About this task
Your response should contain every line from the data below that holds the string "Include".

___ Available data ___

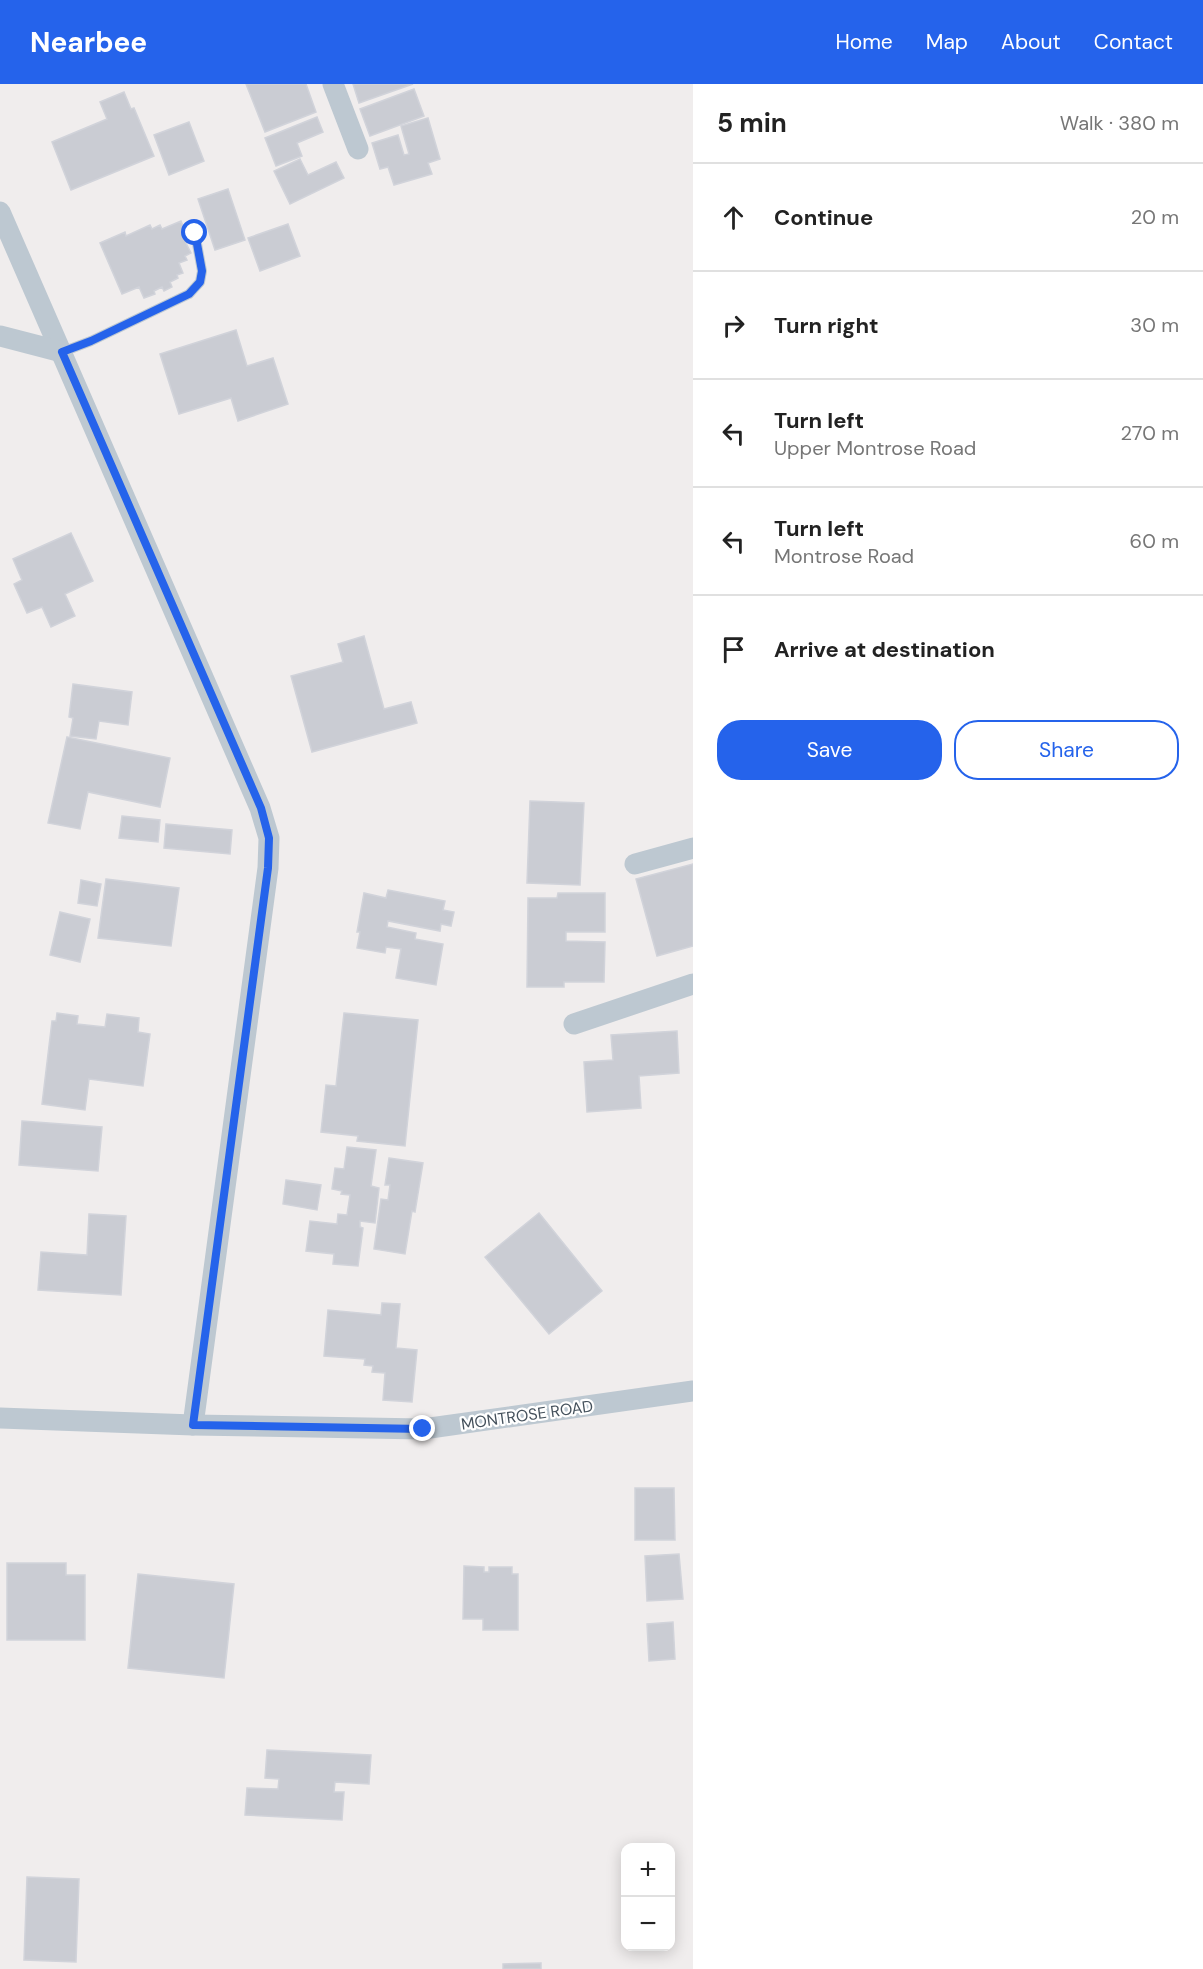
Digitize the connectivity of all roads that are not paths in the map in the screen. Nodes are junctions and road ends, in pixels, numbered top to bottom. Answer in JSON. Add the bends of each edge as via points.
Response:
{"nodes":[{"id":1,"x":333,"y":84,"type":"edge"},
{"id":2,"x":358,"y":149,"type":"dead end"},
{"id":3,"x":0,"y":212,"type":"edge"},
{"id":4,"x":195,"y":233,"type":"dead end"},
{"id":5,"x":0,"y":336,"type":"edge"},
{"id":6,"x":62,"y":352,"type":"junction"},
{"id":7,"x":693,"y":848,"type":"edge"},
{"id":8,"x":635,"y":864,"type":"dead end"},
{"id":9,"x":693,"y":984,"type":"edge"},
{"id":10,"x":574,"y":1024,"type":"dead end"},
{"id":11,"x":693,"y":1392,"type":"edge"},
{"id":12,"x":0,"y":1418,"type":"edge"},
{"id":13,"x":193,"y":1425,"type":"junction"}],
"edges":[{"from":1,"to":2,"type":"street"},
{"from":3,"to":6,"type":"street"},
{"from":4,"to":6,"type":"lane","via":[[202,271],[200,282],[189,294]]},
{"from":5,"to":6,"type":"street"},
{"from":6,"to":13,"type":"street","via":[[261,808],[269,838]]},
{"from":7,"to":8,"type":"street"},
{"from":9,"to":10,"type":"street"},
{"from":11,"to":13,"type":"street","name":"MONTROSE ROAD","via":[[423,1429]]},
{"from":12,"to":13,"type":"street","name":"MONTROSE ROAD"}]}
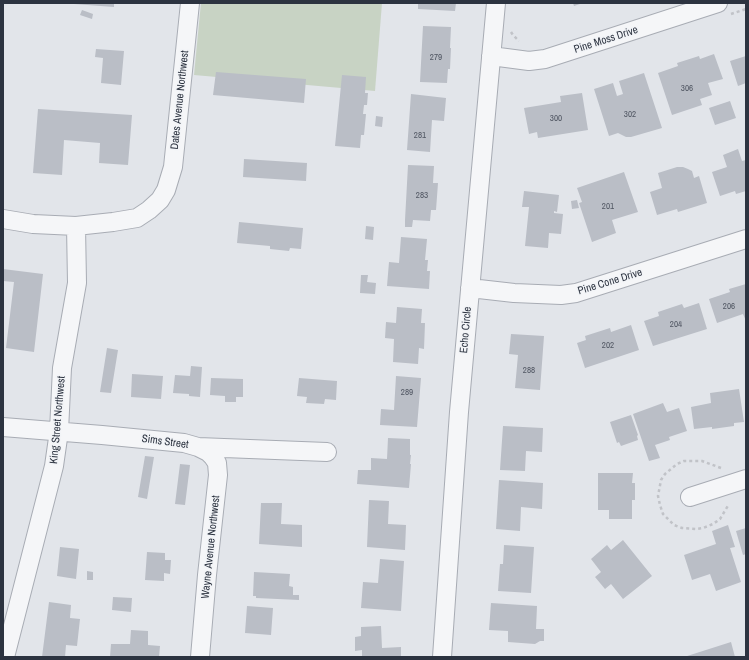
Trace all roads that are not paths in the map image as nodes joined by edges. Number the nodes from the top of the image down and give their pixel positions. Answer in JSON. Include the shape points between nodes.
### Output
{"nodes":[{"id":1,"x":190,"y":3,"type":"edge"},
{"id":2,"x":496,"y":3,"type":"edge"},
{"id":3,"x":721,"y":10,"type":"edge"},
{"id":4,"x":491,"y":56,"type":"junction"},
{"id":5,"x":3,"y":219,"type":"edge"},
{"id":6,"x":76,"y":226,"type":"junction"},
{"id":7,"x":746,"y":239,"type":"edge"},
{"id":8,"x":470,"y":288,"type":"junction"},
{"id":9,"x":3,"y":427,"type":"edge"},
{"id":10,"x":59,"y":431,"type":"junction"},
{"id":11,"x":198,"y":447,"type":"junction"},
{"id":12,"x":327,"y":452,"type":"dead end"},
{"id":13,"x":746,"y":479,"type":"edge"},
{"id":14,"x":690,"y":497,"type":"dead end"},
{"id":15,"x":5,"y":657,"type":"edge"},
{"id":16,"x":200,"y":657,"type":"edge"},
{"id":17,"x":442,"y":657,"type":"edge"}],
"edges":[{"from":1,"to":6,"type":"street","name":"Dates Avenue Northwest","via":[[173,167],[166,190],[149,210],[137,218]]},
{"from":2,"to":4,"type":"street","name":"Echo Circle"},
{"from":3,"to":4,"type":"street","name":"Pine Moss Drive","via":[[545,59]]},
{"from":4,"to":8,"type":"street","name":"Echo Circle"},
{"from":5,"to":6,"type":"street","via":[[33,224]]},
{"from":6,"to":10,"type":"street","name":"King Street Northwest","via":[[77,283],[62,368]]},
{"from":7,"to":8,"type":"street","name":"Pine Cone Drive","via":[[576,293],[514,293]]},
{"from":8,"to":17,"type":"street","name":"Echo Circle","via":[[458,419]]},
{"from":9,"to":10,"type":"street","name":"Sims Street"},
{"from":10,"to":11,"type":"street","name":"Sims Street","via":[[184,443]]},
{"from":10,"to":15,"type":"street","name":"King Street Northwest","via":[[54,466]]},
{"from":11,"to":12,"type":"street","name":"Sims Street"},
{"from":11,"to":16,"type":"street","name":"Wayne Avenue Northwest","via":[[213,457],[218,475]]},
{"from":13,"to":14,"type":"street"}]}
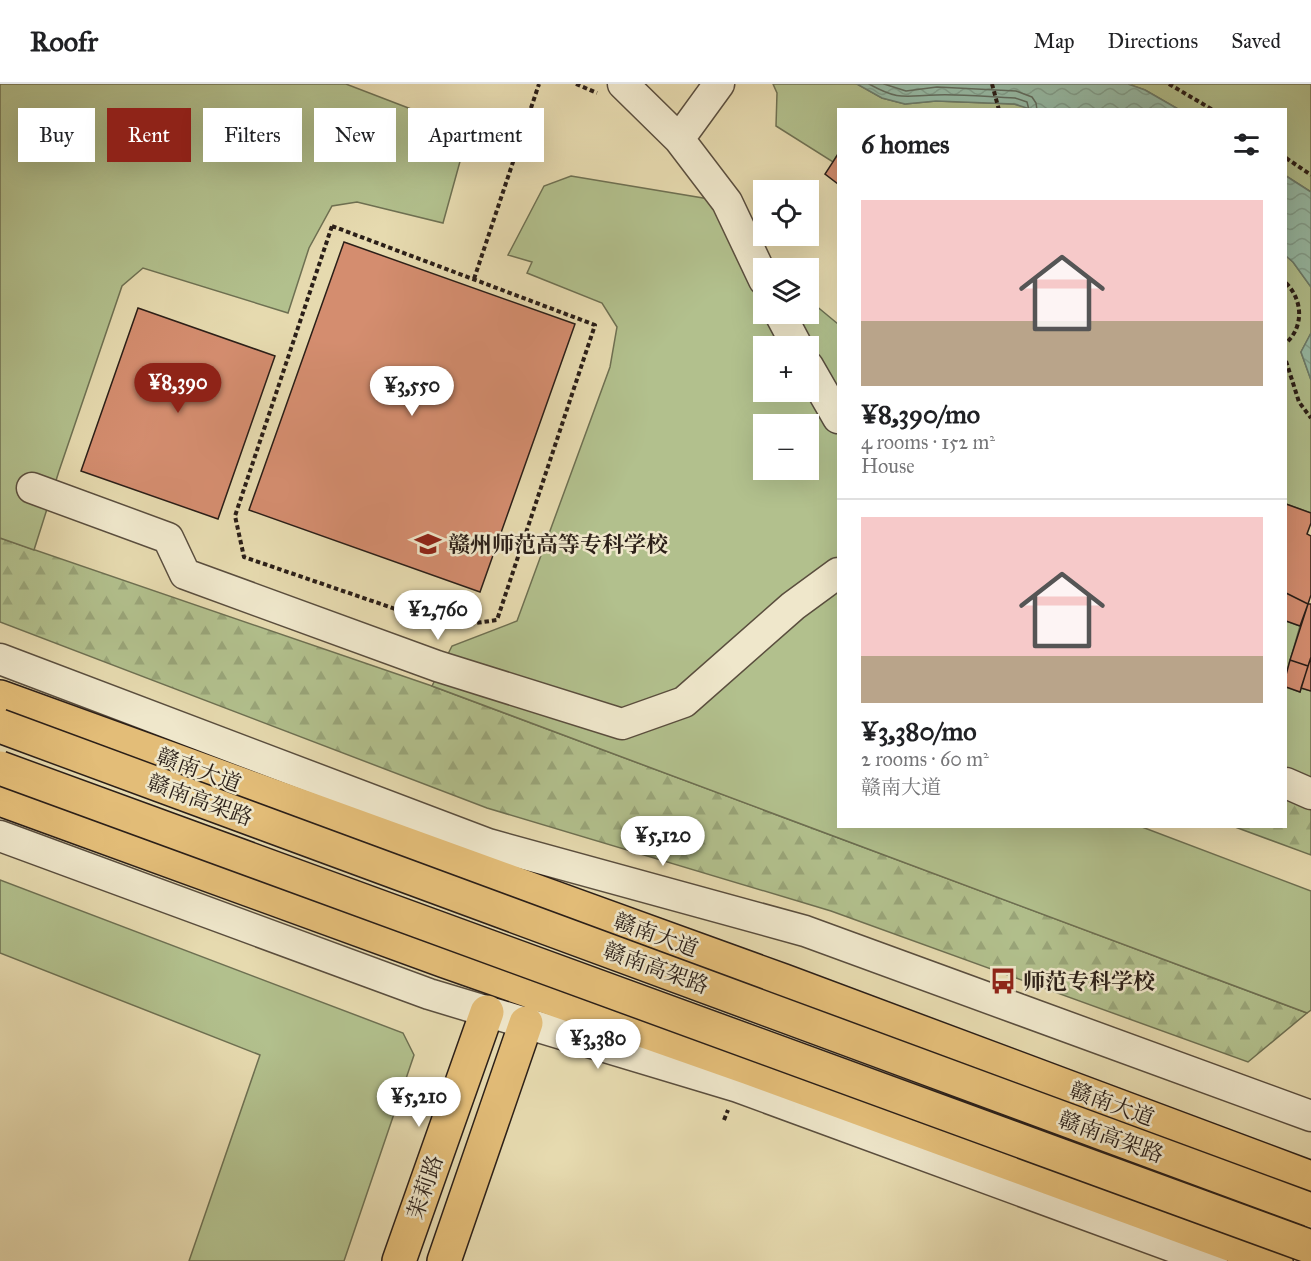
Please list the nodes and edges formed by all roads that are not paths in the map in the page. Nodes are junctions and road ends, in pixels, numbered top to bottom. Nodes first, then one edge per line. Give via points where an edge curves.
1 (623, 84) edge
2 (719, 84) edge
3 (679, 139) junction
4 (754, 258) edge
5 (819, 385) edge
6 (837, 416) edge
7 (32, 489) dead end
8 (837, 574) edge
9 (0, 659) edge
10 (0, 697) edge
11 (0, 726) edge
12 (0, 768) edge
13 (1287, 783) edge
14 (1311, 794) edge
15 (0, 799) edge
16 (0, 836) edge
17 (487, 1012) junction
18 (526, 1023) junction
19 (1311, 1116) edge
20 (1311, 1178) edge
21 (1311, 1210) edge
22 (1311, 1247) edge
23 (399, 1261) edge
24 (444, 1261) edge
25 (1212, 1261) edge
26 (1276, 1261) edge

1 - 3 street
2 - 3 street
3 - 4 street via 727,202
5 - 6 street
7 - 8 street via 168,537 185,574 437,666 622,724 684,702
9 - 19 street via 488,844 805,931
10 - 20 main road, 赣南大道 via 784,981
11 - 21 main road, 赣南高架路, bridge
12 - 22 main road, 赣南高架路, bridge
13 - 14 street
15 - 26 main road
16 - 17 street
17 - 18 street
17 - 23 main road, 茉莉路
18 - 24 main road, 茉莉路
18 - 25 street via 738,1087

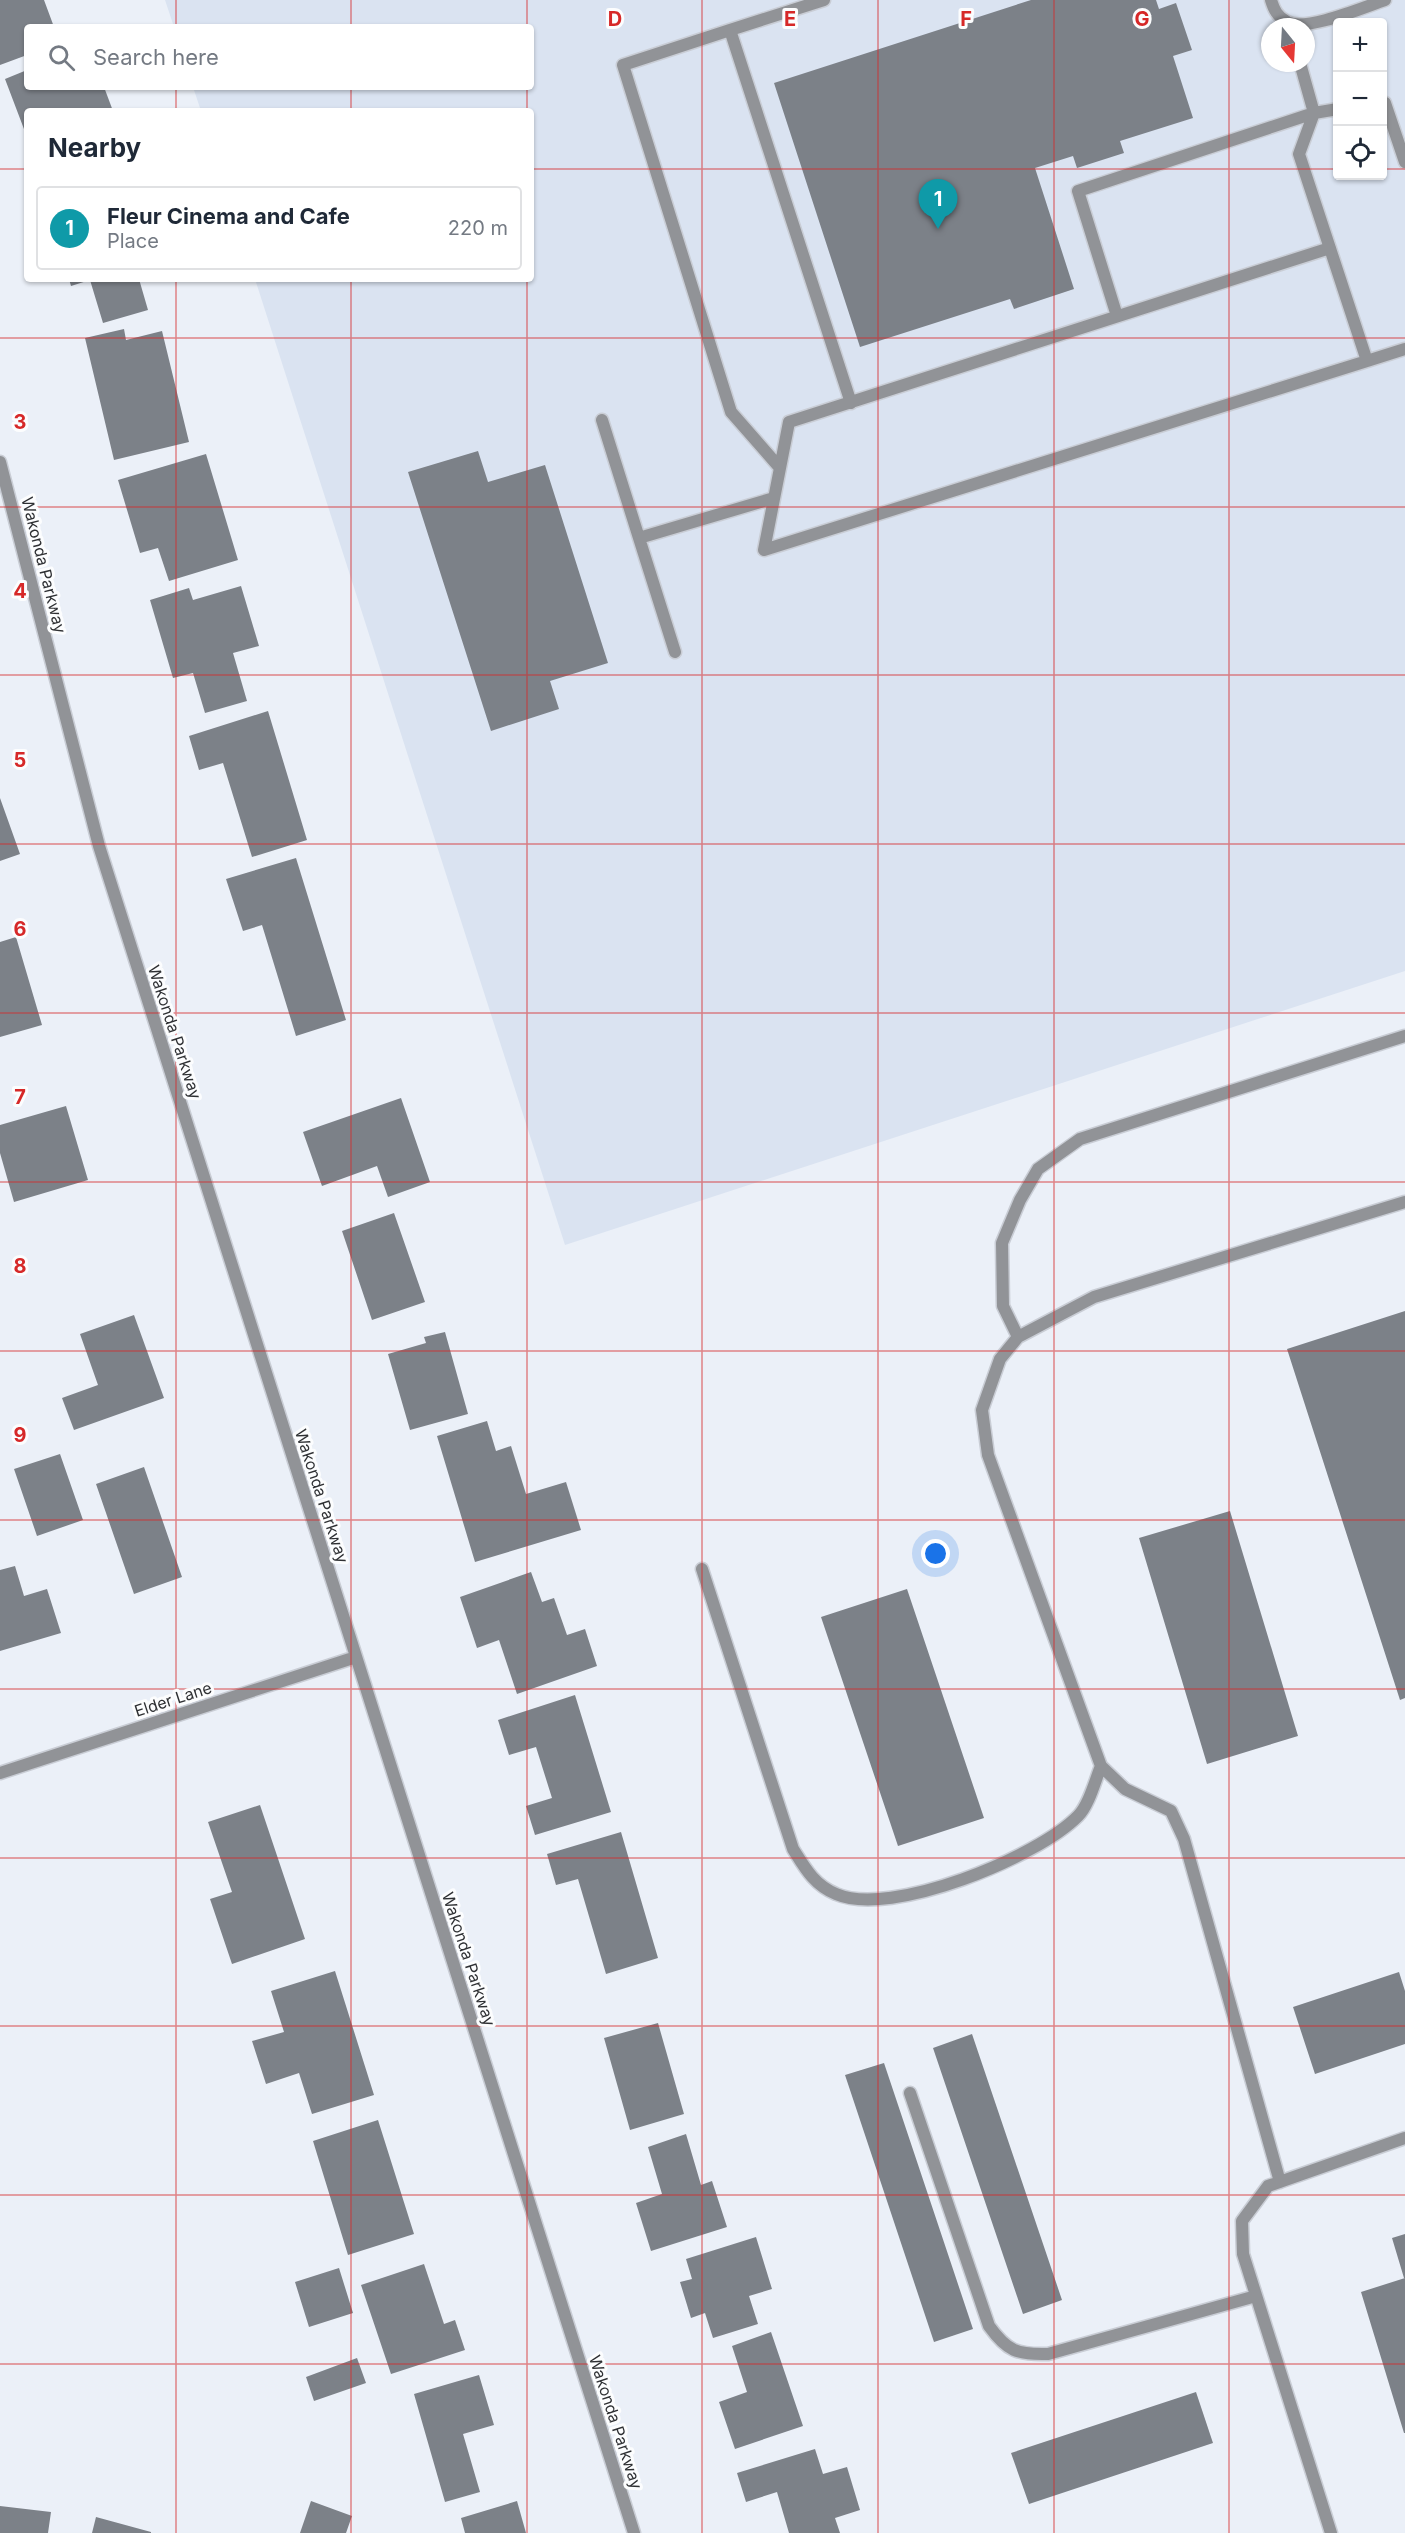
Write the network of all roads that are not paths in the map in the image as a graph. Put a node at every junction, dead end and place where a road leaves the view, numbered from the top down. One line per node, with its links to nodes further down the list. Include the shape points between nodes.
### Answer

___

Answer section
Trace all roads that are not paths in the map image as nodes joined by edges. Number the nodes from the top of the image down and give their pixel positions. Answer in JSON. Include the shape points between nodes.
Write the network of all roads that are not paths in the map in the image as a graph. Put a node at every junction, dead end and place where a road leaves the view, numbered from the top down. One line per node, with its links to nodes further down the list. Include the shape points between nodes.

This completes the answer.